### [SOURCE DATA]
*****

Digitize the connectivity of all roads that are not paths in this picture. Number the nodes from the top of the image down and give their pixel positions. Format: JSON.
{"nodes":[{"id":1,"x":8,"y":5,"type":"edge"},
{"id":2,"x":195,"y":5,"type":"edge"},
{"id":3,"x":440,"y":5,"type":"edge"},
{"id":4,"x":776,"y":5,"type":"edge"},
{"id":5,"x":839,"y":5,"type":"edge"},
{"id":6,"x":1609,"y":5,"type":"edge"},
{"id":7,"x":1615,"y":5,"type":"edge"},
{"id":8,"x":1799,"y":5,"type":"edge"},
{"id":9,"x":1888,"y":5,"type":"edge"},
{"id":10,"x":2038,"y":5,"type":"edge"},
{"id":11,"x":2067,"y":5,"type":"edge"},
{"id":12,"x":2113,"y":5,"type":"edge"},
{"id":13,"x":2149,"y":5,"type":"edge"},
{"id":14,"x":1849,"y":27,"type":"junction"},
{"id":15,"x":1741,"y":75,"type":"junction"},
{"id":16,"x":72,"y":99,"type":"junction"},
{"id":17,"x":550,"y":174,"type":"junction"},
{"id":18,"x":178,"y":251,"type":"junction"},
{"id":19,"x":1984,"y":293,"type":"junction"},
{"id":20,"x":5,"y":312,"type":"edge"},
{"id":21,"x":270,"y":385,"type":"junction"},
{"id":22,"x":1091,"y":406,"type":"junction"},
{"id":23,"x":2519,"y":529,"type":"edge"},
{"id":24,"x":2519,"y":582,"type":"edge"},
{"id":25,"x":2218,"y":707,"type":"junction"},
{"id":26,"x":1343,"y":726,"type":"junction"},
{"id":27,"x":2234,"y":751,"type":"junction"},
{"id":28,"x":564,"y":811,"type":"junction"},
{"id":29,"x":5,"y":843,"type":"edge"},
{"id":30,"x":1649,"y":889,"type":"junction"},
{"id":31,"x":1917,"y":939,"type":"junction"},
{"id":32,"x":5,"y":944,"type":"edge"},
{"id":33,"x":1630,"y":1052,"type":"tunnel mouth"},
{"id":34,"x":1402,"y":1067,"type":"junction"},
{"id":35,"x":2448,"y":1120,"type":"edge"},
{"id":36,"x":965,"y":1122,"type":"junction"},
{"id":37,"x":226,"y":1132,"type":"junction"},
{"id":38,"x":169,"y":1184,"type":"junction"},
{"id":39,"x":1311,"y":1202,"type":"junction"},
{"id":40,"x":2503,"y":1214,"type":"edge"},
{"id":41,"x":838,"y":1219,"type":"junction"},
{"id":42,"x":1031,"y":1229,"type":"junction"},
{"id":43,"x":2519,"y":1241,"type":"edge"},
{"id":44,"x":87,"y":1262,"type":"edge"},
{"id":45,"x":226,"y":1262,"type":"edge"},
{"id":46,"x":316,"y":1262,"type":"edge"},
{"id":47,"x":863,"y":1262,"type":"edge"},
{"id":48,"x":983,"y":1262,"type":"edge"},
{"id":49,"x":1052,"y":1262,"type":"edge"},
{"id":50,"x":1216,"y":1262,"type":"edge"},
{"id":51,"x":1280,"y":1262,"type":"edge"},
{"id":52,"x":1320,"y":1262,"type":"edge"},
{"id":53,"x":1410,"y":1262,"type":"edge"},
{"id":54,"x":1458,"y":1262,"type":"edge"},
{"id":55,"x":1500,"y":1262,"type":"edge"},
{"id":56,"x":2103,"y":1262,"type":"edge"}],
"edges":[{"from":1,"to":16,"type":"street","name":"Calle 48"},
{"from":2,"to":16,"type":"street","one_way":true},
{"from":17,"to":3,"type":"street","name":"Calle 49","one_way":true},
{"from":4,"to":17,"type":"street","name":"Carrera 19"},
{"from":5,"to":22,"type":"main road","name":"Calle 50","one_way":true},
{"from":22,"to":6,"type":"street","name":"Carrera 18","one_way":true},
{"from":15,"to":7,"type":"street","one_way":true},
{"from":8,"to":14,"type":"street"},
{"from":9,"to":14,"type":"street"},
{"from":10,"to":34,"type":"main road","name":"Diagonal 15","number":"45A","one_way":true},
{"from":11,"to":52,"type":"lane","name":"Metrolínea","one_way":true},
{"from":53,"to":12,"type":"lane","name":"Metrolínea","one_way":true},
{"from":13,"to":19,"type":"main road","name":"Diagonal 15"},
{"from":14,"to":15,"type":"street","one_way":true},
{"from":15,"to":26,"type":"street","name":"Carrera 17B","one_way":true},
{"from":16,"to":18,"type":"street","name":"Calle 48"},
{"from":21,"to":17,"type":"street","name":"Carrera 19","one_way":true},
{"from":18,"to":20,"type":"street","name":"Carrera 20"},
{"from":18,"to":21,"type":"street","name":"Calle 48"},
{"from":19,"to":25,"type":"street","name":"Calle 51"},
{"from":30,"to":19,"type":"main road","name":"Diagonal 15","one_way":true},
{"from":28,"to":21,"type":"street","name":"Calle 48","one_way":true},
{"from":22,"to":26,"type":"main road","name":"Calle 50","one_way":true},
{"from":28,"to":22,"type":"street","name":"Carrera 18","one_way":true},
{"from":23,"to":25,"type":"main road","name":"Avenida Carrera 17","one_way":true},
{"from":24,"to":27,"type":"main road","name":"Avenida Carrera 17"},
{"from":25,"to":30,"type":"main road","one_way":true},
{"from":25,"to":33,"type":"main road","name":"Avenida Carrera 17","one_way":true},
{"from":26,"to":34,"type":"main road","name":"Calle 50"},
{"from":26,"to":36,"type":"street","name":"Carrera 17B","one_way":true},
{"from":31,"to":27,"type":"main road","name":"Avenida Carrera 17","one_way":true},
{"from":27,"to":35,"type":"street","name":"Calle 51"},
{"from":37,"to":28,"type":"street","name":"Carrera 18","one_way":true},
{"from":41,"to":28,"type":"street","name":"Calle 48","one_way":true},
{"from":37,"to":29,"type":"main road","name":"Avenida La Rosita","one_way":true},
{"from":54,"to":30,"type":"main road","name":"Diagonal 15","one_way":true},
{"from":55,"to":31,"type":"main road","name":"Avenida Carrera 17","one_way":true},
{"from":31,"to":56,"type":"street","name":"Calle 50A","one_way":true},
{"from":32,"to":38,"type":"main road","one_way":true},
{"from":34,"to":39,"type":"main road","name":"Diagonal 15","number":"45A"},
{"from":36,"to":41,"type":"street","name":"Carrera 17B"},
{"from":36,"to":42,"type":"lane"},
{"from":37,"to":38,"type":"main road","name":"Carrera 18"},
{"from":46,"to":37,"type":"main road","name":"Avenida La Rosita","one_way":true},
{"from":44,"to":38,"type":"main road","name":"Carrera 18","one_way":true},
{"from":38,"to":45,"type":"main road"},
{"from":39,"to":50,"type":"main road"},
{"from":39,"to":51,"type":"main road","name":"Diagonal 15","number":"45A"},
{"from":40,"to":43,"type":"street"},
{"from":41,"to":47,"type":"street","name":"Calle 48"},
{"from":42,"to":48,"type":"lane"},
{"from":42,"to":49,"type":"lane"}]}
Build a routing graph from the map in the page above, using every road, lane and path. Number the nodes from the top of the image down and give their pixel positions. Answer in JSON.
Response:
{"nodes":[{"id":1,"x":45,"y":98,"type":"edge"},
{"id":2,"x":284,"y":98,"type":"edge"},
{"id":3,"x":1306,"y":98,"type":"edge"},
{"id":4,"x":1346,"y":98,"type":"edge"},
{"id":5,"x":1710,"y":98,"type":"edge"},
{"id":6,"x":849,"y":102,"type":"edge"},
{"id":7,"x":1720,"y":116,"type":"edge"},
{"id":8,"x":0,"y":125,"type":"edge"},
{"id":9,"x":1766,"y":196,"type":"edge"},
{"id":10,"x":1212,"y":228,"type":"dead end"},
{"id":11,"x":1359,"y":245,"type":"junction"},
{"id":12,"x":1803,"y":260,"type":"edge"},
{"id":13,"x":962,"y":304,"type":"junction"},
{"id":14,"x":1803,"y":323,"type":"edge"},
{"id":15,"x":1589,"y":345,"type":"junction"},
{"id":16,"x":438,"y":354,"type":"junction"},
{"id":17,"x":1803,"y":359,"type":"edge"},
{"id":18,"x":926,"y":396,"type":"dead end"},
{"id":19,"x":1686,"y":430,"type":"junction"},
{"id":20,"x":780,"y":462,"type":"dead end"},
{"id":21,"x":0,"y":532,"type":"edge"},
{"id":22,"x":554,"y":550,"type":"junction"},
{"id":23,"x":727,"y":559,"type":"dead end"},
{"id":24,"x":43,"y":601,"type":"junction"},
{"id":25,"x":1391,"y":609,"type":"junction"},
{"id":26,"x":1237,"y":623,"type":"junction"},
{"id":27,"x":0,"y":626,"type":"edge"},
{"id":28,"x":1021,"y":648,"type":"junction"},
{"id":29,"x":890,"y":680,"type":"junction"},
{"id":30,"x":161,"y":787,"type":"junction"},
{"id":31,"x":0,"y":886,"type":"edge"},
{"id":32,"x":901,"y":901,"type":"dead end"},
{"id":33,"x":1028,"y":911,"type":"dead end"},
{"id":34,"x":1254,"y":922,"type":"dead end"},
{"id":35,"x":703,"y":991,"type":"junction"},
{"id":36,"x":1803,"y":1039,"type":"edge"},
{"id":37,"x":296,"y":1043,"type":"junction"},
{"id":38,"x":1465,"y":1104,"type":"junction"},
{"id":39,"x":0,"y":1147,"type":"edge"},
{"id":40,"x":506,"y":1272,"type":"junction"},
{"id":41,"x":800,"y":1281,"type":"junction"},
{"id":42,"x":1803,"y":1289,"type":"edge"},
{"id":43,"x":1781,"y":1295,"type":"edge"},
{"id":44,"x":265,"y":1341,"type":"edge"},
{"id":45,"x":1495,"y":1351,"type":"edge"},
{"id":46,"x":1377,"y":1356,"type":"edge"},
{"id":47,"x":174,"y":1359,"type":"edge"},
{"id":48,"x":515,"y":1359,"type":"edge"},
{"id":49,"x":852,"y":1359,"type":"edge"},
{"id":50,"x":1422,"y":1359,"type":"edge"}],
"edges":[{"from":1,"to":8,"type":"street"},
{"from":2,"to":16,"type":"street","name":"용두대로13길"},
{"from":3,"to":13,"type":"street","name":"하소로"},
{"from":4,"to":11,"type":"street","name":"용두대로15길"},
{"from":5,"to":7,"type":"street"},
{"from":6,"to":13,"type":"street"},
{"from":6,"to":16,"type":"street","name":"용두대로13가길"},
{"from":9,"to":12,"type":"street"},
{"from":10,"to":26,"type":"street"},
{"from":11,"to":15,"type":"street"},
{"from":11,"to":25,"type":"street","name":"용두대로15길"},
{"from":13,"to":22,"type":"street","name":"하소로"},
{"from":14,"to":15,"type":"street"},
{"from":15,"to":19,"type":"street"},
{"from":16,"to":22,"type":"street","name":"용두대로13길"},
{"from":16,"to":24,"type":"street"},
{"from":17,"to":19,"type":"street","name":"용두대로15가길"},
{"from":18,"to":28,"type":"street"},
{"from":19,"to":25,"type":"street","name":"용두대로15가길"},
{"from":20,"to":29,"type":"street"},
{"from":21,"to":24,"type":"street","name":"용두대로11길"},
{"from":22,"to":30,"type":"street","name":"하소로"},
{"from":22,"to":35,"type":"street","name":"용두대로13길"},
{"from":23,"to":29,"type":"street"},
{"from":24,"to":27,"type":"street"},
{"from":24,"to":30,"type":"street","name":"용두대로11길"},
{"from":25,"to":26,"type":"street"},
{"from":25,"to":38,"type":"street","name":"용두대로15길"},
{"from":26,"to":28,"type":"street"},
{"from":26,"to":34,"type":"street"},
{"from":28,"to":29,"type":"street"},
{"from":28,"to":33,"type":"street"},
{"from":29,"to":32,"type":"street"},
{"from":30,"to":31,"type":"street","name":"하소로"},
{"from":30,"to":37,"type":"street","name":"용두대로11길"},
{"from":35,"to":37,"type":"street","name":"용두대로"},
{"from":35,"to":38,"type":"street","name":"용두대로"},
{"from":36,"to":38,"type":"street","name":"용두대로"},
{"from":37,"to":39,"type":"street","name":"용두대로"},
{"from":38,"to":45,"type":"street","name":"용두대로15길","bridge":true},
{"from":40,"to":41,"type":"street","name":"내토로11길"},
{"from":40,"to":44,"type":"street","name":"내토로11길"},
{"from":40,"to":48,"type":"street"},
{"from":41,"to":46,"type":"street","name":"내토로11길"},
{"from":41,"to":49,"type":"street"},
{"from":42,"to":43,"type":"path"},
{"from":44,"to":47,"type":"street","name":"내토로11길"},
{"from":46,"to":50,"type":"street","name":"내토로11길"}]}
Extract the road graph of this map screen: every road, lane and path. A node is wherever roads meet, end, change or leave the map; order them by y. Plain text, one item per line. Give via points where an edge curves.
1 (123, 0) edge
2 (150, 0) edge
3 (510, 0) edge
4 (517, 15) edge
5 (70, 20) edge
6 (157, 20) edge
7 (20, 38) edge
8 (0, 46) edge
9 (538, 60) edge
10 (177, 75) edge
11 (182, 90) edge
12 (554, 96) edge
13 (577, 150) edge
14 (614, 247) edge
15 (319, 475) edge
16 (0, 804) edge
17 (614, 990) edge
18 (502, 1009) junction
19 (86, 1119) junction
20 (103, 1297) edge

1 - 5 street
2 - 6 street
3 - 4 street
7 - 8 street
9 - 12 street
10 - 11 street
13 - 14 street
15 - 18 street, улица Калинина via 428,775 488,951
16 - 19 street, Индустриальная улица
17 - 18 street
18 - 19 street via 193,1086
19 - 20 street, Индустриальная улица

*****

### [WORK REQUEST]
Return every line of the listing above that contains "down".

### [EXERCISE ANSWER]
Digitize the connectivity of all roads that are not paths in this picture. Number the nodes from the top of the image down and give their pixel positions. Format: JSON.
Build a routing graph from the map in the page above, using every road, lane and path. Number the nodes from the top of the image down and give their pixel positions. Answer in JSON.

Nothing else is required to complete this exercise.